Senelerdir tekrar tekrar ısıtılan konu; 'DEM Parti Öcalan'ı önceliyor o yüzden sorumluluktan kaçıyor, bu işin öznesi olmaktan kaçıyor'. Bu tartışmayı başlatanlar daha açık bir şekilde konuşmadıkları için, niyetlerini, varsa bir yol haritalarını kamuoyuyla paylaşmadıkları için biz bu tartışmaları yorumlamak, izlemek, değerlendirmek zorundayız. DEM Parti'nin bu konuya dair ne kendisini ispata ihtiyacı yok. Her konuşmamızda barışın neden önemli olduğunu, izlenmesi gereken yolların hayati olduğunu vurguladık.
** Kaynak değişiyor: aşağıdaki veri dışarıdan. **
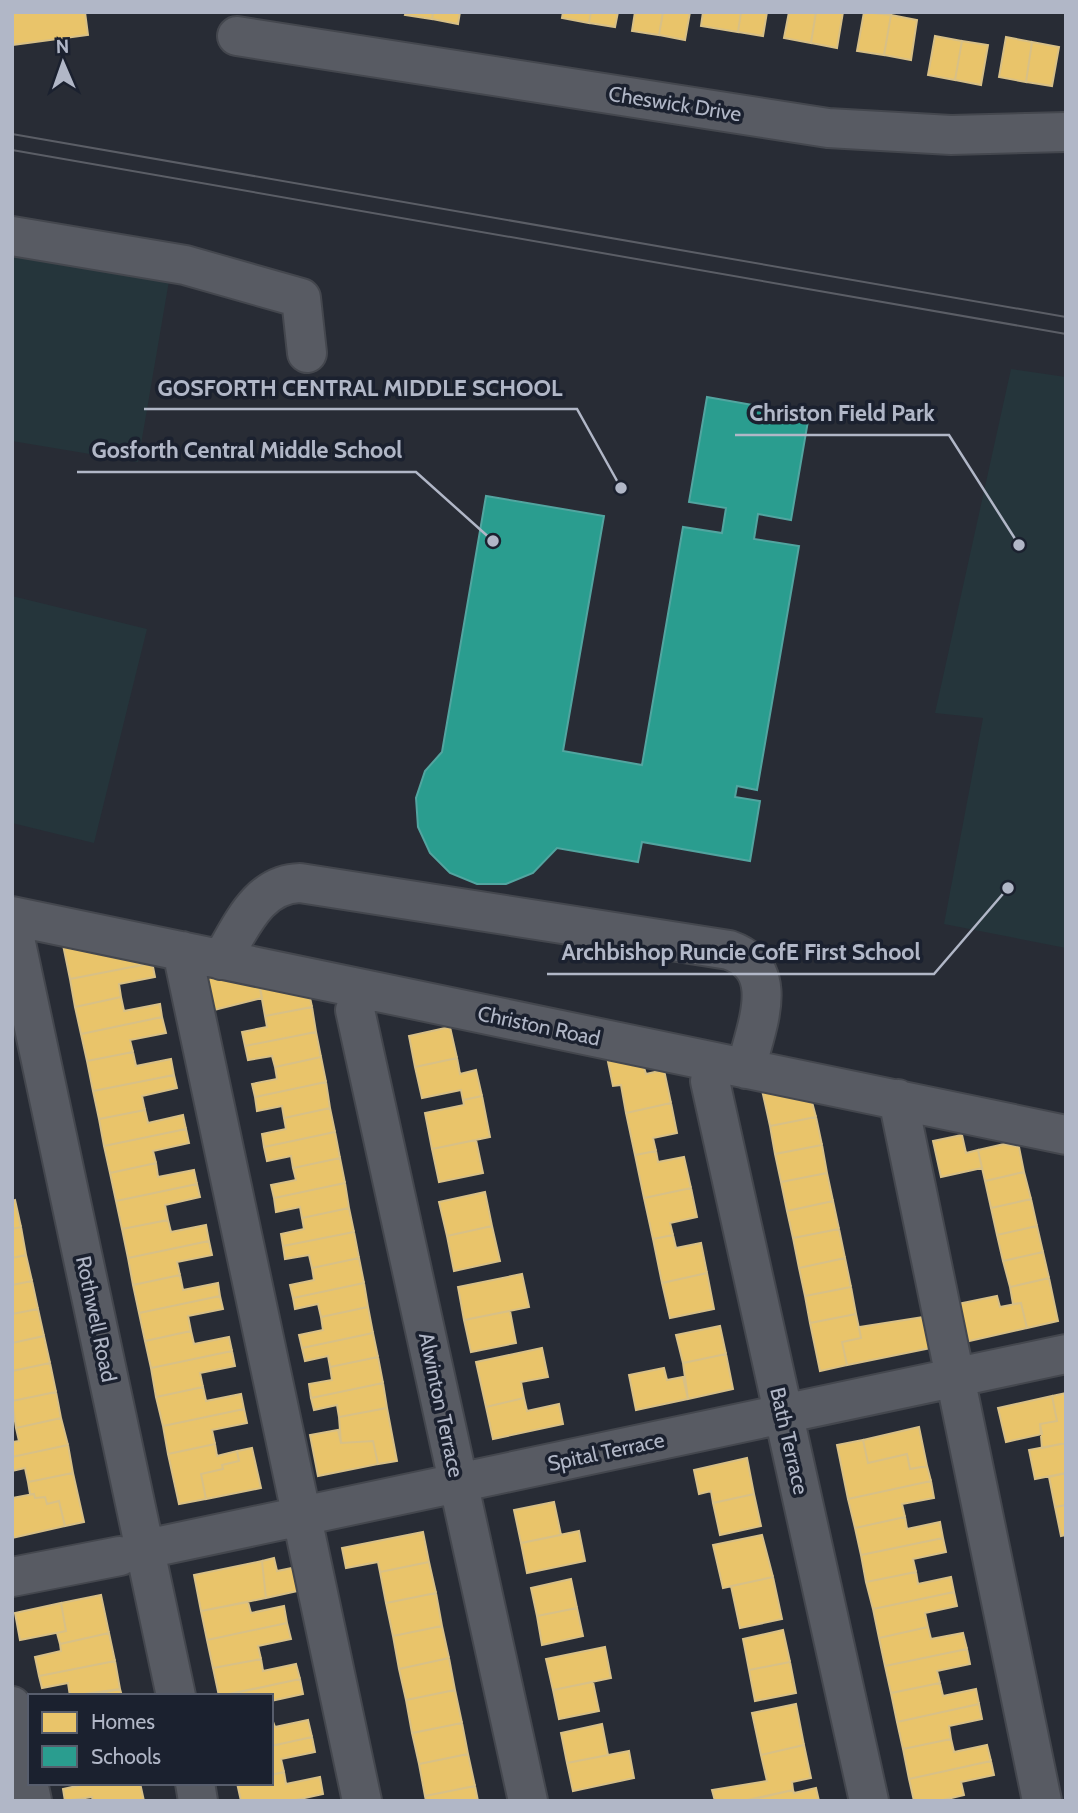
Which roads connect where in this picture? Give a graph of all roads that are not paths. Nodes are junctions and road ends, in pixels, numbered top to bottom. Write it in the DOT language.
graph roads {
  1 [pos="288,27"];
  2 [pos="237,36"];
  3 [pos="1066,132"];
  4 [pos="12,236"];
  5 [pos="307,353"];
  6 [pos="14,930"];
  7 [pos="182,951"];
  8 [pos="221,960"];
  9 [pos="355,1010"];
  10 [pos="746,1069"];
  11 [pos="710,1082"];
  12 [pos="898,1099"];
  13 [pos="1066,1135"];
  14 [pos="1066,1354"];
  15 [pos="954,1378"];
  16 [pos="783,1414"];
  17 [pos="458,1484"];
  18 [pos="302,1517"];
  19 [pos="133,1553"];
  20 [pos="12,1577"];
  21 [pos="175,1694"];
  22 [pos="12,1706"];
  23 [pos="28,1782"];
  24 [pos="362,1801"];
  25 [pos="528,1801"];
  26 [pos="869,1801"];
  27 [pos="1042,1801"];
  1 -- 2 [label="street, Cheswick Drive"];
  1 -- 3 [label="street, Cheswick Drive"];
  4 -- 5 [label="street"];
  6 -- 7 [label="street, Christon Road"];
  6 -- 19 [label="street, Rothwell Road"];
  7 -- 8 [label="street, Christon Road"];
  7 -- 18 [label="street"];
  8 -- 10 [label="street, Christon Road"];
  8 -- 10 [label="street"];
  9 -- 17 [label="street, Alwinton Terrace"];
  10 -- 12 [label="street, Christon Road"];
  11 -- 16 [label="street, Bath Terrace"];
  12 -- 13 [label="street, Christon Road"];
  12 -- 15 [label="street"];
  14 -- 15 [label="street, Spital Terrace"];
  15 -- 16 [label="street, Spital Terrace"];
  15 -- 27 [label="street"];
  16 -- 17 [label="street, Spital Terrace"];
  16 -- 26 [label="street, Bath Terrace"];
  17 -- 18 [label="street, Spital Terrace"];
  17 -- 25 [label="street, Alwinton Terrace"];
  18 -- 19 [label="street, Spital Terrace"];
  18 -- 24 [label="street"];
  19 -- 20 [label="street, Spital Terrace"];
  19 -- 21 [label="street, Rothwell Road"];
  22 -- 23 [label="street"];
}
Barışın zorla sağlanamayacağını da biliyoruz. O yüzden bu kadar büyük bedellere rağmen nerede durduğumuzu tartışmak ancak maksatlı bir niyetle yapılıyordur.
Bu ülkede insanların ölmediği zamanları da deneyimledik. Çatışmasızlık halinin kazandırdıklarını da biliyoruz. Bizi sanki savaşın, ötekileştirmenin, kutuplaştırmanın, adaletsizliğin bir tarafı gibi göstermeye çalışmak ancak ve ancak başka niyetle yapılıyor olabilir. Kürt meselesinin çözümü çoklu aktörlü bir mesele olduğu için, demokratik bir şekilde çözülmesi için en aktif özneyiz. Bu konuda inisiyatif almaya da sorumluluk almaya da hazırız."